#### Listed records:
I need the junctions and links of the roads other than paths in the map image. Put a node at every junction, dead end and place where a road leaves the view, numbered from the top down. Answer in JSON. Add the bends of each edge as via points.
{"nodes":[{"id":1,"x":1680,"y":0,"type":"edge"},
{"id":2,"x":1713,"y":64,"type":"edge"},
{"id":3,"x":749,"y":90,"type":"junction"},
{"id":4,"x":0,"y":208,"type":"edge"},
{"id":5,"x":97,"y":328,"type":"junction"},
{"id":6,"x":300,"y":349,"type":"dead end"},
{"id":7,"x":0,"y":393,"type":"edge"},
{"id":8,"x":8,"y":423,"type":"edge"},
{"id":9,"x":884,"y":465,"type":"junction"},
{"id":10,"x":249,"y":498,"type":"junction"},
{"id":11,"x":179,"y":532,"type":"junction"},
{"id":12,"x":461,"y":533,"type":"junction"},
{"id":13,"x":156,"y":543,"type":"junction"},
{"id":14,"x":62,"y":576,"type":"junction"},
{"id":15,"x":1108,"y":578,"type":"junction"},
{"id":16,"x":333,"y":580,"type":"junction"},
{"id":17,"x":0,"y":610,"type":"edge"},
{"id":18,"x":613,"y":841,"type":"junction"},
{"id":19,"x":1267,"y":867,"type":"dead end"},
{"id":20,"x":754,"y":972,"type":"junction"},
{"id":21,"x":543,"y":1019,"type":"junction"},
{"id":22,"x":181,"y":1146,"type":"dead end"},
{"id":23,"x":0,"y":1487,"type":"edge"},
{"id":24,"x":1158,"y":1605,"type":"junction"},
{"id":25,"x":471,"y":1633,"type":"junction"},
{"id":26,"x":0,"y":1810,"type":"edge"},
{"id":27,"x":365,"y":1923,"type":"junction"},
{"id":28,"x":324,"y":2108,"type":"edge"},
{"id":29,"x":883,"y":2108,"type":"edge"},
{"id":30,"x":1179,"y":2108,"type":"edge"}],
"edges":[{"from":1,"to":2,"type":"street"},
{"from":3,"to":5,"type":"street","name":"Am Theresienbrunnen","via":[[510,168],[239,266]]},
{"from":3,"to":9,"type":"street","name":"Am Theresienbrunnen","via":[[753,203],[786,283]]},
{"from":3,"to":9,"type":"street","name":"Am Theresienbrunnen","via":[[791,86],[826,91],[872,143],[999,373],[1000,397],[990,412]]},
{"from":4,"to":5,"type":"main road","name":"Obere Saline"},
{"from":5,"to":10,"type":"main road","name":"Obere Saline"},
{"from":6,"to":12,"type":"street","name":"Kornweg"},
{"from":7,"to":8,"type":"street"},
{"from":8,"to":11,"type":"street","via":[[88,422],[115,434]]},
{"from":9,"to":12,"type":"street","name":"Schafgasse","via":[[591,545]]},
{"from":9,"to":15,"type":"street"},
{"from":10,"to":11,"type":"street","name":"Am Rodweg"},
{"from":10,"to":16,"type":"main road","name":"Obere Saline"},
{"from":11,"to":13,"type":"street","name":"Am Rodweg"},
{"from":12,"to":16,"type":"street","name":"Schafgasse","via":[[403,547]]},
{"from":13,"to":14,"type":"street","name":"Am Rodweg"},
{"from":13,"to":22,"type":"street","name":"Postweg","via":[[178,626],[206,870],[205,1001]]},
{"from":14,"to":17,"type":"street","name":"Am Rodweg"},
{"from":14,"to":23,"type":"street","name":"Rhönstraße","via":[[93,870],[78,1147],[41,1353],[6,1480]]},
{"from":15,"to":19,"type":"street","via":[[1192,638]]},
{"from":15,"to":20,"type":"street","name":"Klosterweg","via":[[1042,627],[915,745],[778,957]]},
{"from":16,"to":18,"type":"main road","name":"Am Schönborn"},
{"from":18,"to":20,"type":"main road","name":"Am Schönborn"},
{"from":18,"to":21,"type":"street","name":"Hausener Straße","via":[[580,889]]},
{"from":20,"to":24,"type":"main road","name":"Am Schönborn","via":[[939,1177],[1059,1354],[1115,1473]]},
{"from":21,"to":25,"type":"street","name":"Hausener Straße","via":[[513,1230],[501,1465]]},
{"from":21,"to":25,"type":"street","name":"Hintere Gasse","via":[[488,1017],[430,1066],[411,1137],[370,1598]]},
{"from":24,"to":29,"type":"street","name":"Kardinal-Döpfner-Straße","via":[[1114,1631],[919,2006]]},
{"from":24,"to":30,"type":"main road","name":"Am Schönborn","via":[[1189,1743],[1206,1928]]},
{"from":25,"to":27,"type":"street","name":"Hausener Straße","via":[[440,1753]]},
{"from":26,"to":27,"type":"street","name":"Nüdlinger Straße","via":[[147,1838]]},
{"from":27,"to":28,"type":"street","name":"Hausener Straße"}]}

#### What is required:
Reproduce the data in full, exactly as presented.

#### Reply to the task:
I need the junctions and links of the roads other than paths in the map image. Put a node at every junction, dead end and place where a road leaves the view, numbered from the top down. Answer in JSON. Add the bends of each edge as via points.
{"nodes":[{"id":1,"x":1680,"y":0,"type":"edge"},
{"id":2,"x":1713,"y":64,"type":"edge"},
{"id":3,"x":749,"y":90,"type":"junction"},
{"id":4,"x":0,"y":208,"type":"edge"},
{"id":5,"x":97,"y":328,"type":"junction"},
{"id":6,"x":300,"y":349,"type":"dead end"},
{"id":7,"x":0,"y":393,"type":"edge"},
{"id":8,"x":8,"y":423,"type":"edge"},
{"id":9,"x":884,"y":465,"type":"junction"},
{"id":10,"x":249,"y":498,"type":"junction"},
{"id":11,"x":179,"y":532,"type":"junction"},
{"id":12,"x":461,"y":533,"type":"junction"},
{"id":13,"x":156,"y":543,"type":"junction"},
{"id":14,"x":62,"y":576,"type":"junction"},
{"id":15,"x":1108,"y":578,"type":"junction"},
{"id":16,"x":333,"y":580,"type":"junction"},
{"id":17,"x":0,"y":610,"type":"edge"},
{"id":18,"x":613,"y":841,"type":"junction"},
{"id":19,"x":1267,"y":867,"type":"dead end"},
{"id":20,"x":754,"y":972,"type":"junction"},
{"id":21,"x":543,"y":1019,"type":"junction"},
{"id":22,"x":181,"y":1146,"type":"dead end"},
{"id":23,"x":0,"y":1487,"type":"edge"},
{"id":24,"x":1158,"y":1605,"type":"junction"},
{"id":25,"x":471,"y":1633,"type":"junction"},
{"id":26,"x":0,"y":1810,"type":"edge"},
{"id":27,"x":365,"y":1923,"type":"junction"},
{"id":28,"x":324,"y":2108,"type":"edge"},
{"id":29,"x":883,"y":2108,"type":"edge"},
{"id":30,"x":1179,"y":2108,"type":"edge"}],
"edges":[{"from":1,"to":2,"type":"street"},
{"from":3,"to":5,"type":"street","name":"Am Theresienbrunnen","via":[[510,168],[239,266]]},
{"from":3,"to":9,"type":"street","name":"Am Theresienbrunnen","via":[[753,203],[786,283]]},
{"from":3,"to":9,"type":"street","name":"Am Theresienbrunnen","via":[[791,86],[826,91],[872,143],[999,373],[1000,397],[990,412]]},
{"from":4,"to":5,"type":"main road","name":"Obere Saline"},
{"from":5,"to":10,"type":"main road","name":"Obere Saline"},
{"from":6,"to":12,"type":"street","name":"Kornweg"},
{"from":7,"to":8,"type":"street"},
{"from":8,"to":11,"type":"street","via":[[88,422],[115,434]]},
{"from":9,"to":12,"type":"street","name":"Schafgasse","via":[[591,545]]},
{"from":9,"to":15,"type":"street"},
{"from":10,"to":11,"type":"street","name":"Am Rodweg"},
{"from":10,"to":16,"type":"main road","name":"Obere Saline"},
{"from":11,"to":13,"type":"street","name":"Am Rodweg"},
{"from":12,"to":16,"type":"street","name":"Schafgasse","via":[[403,547]]},
{"from":13,"to":14,"type":"street","name":"Am Rodweg"},
{"from":13,"to":22,"type":"street","name":"Postweg","via":[[178,626],[206,870],[205,1001]]},
{"from":14,"to":17,"type":"street","name":"Am Rodweg"},
{"from":14,"to":23,"type":"street","name":"Rhönstraße","via":[[93,870],[78,1147],[41,1353],[6,1480]]},
{"from":15,"to":19,"type":"street","via":[[1192,638]]},
{"from":15,"to":20,"type":"street","name":"Klosterweg","via":[[1042,627],[915,745],[778,957]]},
{"from":16,"to":18,"type":"main road","name":"Am Schönborn"},
{"from":18,"to":20,"type":"main road","name":"Am Schönborn"},
{"from":18,"to":21,"type":"street","name":"Hausener Straße","via":[[580,889]]},
{"from":20,"to":24,"type":"main road","name":"Am Schönborn","via":[[939,1177],[1059,1354],[1115,1473]]},
{"from":21,"to":25,"type":"street","name":"Hausener Straße","via":[[513,1230],[501,1465]]},
{"from":21,"to":25,"type":"street","name":"Hintere Gasse","via":[[488,1017],[430,1066],[411,1137],[370,1598]]},
{"from":24,"to":29,"type":"street","name":"Kardinal-Döpfner-Straße","via":[[1114,1631],[919,2006]]},
{"from":24,"to":30,"type":"main road","name":"Am Schönborn","via":[[1189,1743],[1206,1928]]},
{"from":25,"to":27,"type":"street","name":"Hausener Straße","via":[[440,1753]]},
{"from":26,"to":27,"type":"street","name":"Nüdlinger Straße","via":[[147,1838]]},
{"from":27,"to":28,"type":"street","name":"Hausener Straße"}]}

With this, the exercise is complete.